- Glen Royall Mill Village Historic District
- U.S. National Register of Historic Places
- U.S. Historic district
- Location: Roughly bounded by N. Main St., E. Cedar Ave., CSX RR, and Royall Cotton Mill, Wake Forest, North Carolina
- Coordinates: 35°59′20″N 78°30′10″W﻿ / ﻿35.98889°N 78.50278°W
- Area: 45 acres (18 ha)
- Built: c. 1900
- Built by: Hicks, Benjamin T.
- Architect: Briggs, John D.
- Architectural style: Bungalow/craftsman
- MPS: Wake County MPS
- NRHP reference No.: 99001046
- Added to NRHP: August 27, 1999

= Glen Royall Mill Village Historic District =

Historic district in North Carolina, United States

Glen Royall Mill Village Historic District is a historic mill town and national historic district located at Wake Forest, Wake County, North Carolina. The district encompasses 82 contributing buildings and 1 contributing site built between about 1900 and 1949. It is located in a residential section of the town of Wake Forest.
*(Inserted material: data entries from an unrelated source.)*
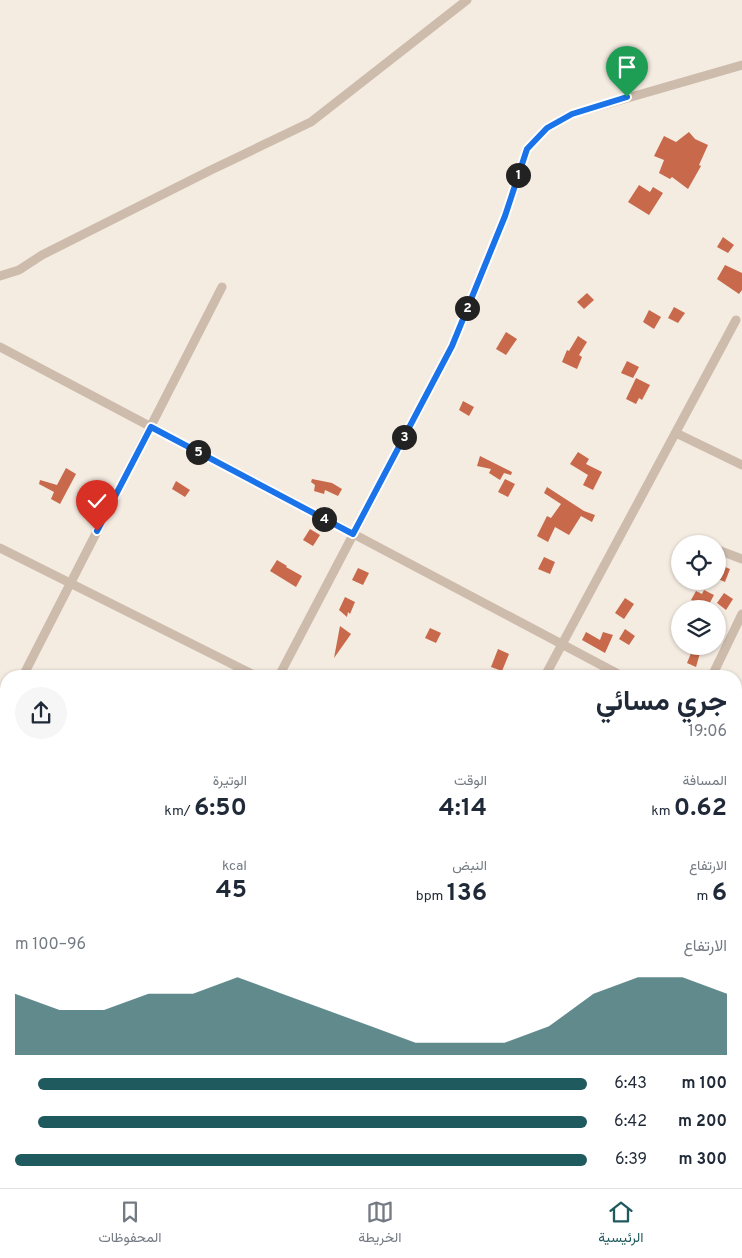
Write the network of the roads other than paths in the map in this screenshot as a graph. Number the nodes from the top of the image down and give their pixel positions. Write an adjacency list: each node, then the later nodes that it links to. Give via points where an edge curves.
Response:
1 (467, 0): 3 (street, via 311,122 42,255 19,270)
2 (742, 65): 10 (street, via 572,114 547,128 527,149 505,216 452,346)
3 (0, 276)
4 (222, 288): 7 (street)
5 (736, 320): 8 (street)
6 (0, 347): 7 (street)
7 (151, 427): 10 (street); 14 (street)
8 (676, 433): 9 (street); 16 (street)
9 (742, 465)
10 (353, 534): 16 (street); 19 (street)
11 (0, 548): 14 (street)
12 (726, 553): 13 (street)
13 (742, 559)
14 (70, 583): 17 (street); 18 (street)
15 (742, 614): 22 (street)
16 (562, 645): 20 (street); 21 (street)
17 (26, 670)
18 (244, 670)
19 (282, 670)
20 (548, 670)
21 (610, 670)
22 (715, 670)

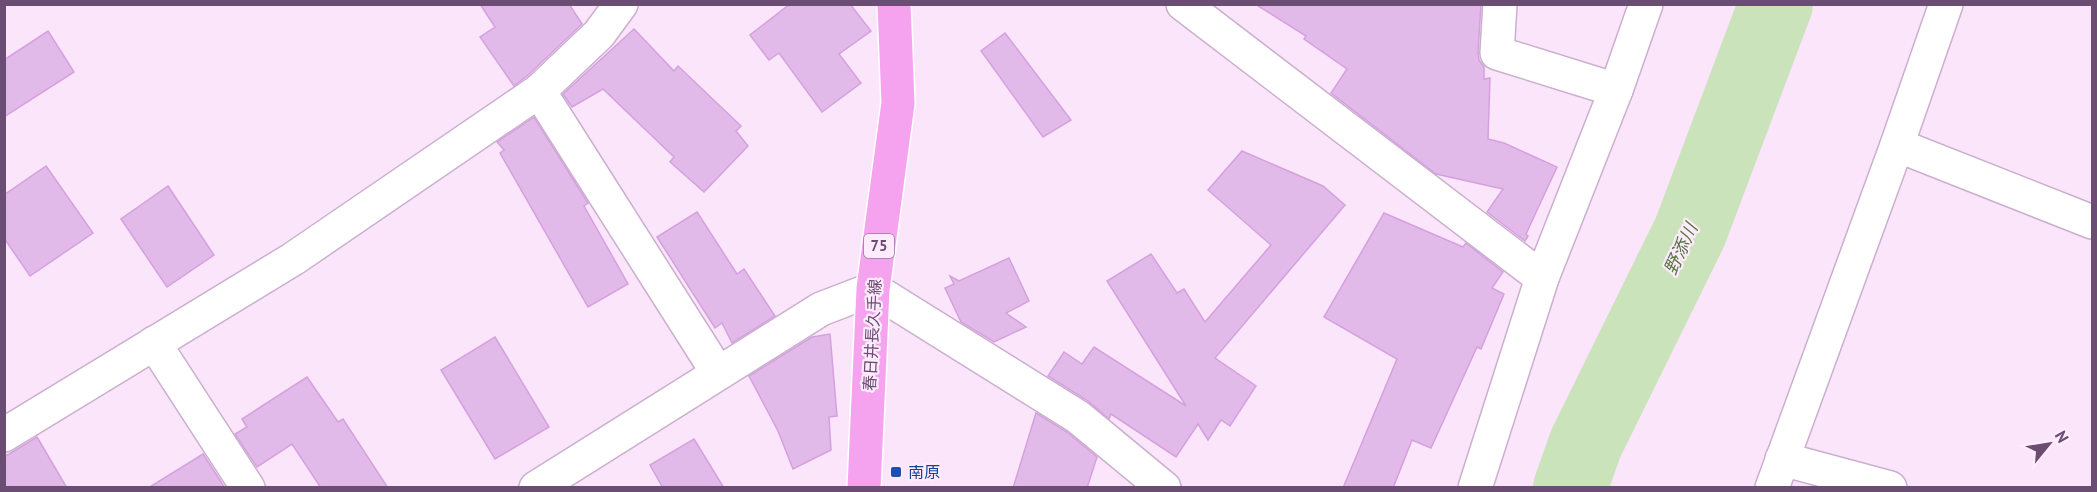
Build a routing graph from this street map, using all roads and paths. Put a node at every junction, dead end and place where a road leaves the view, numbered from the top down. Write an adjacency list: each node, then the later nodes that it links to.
1 (621, 4): 8 (street)
2 (894, 4): 12 (main road, 春日井長久手線 / 75)
3 (1183, 4): 11 (street)
4 (1500, 4): 7 (street)
5 (1646, 4): 7 (street)
6 (1946, 4): 9 (street)
7 (1616, 90): 11 (street)
8 (539, 91): 13 (street); 14 (street)
9 (1898, 145): 10 (street); 16 (street)
10 (2092, 222)
11 (1542, 278): 21 (street)
12 (873, 289): 14 (street); 19 (main road, 春日井長久手線 / 75); 20 (street)
13 (154, 344): 15 (street); 17 (street)
14 (718, 373): 18 (street)
15 (4, 435)
16 (1777, 473): 22 (street)
17 (248, 488)
18 (536, 488)
19 (864, 488)
20 (1164, 488)
21 (1475, 488)
22 (1890, 488)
There are notable examples of Bungalow / American Craftsman style architecture. Located in the district is the separately listed Royall Cotton Mill Commissary. Other notable buildings include the Royall Cotton Mill (1899-1900), the Powell-White House (1909-1910), and pyramidal cottages, triple-A cottages, and shotgun houses.

The district was listed on the National Register of Historic Places in 1999.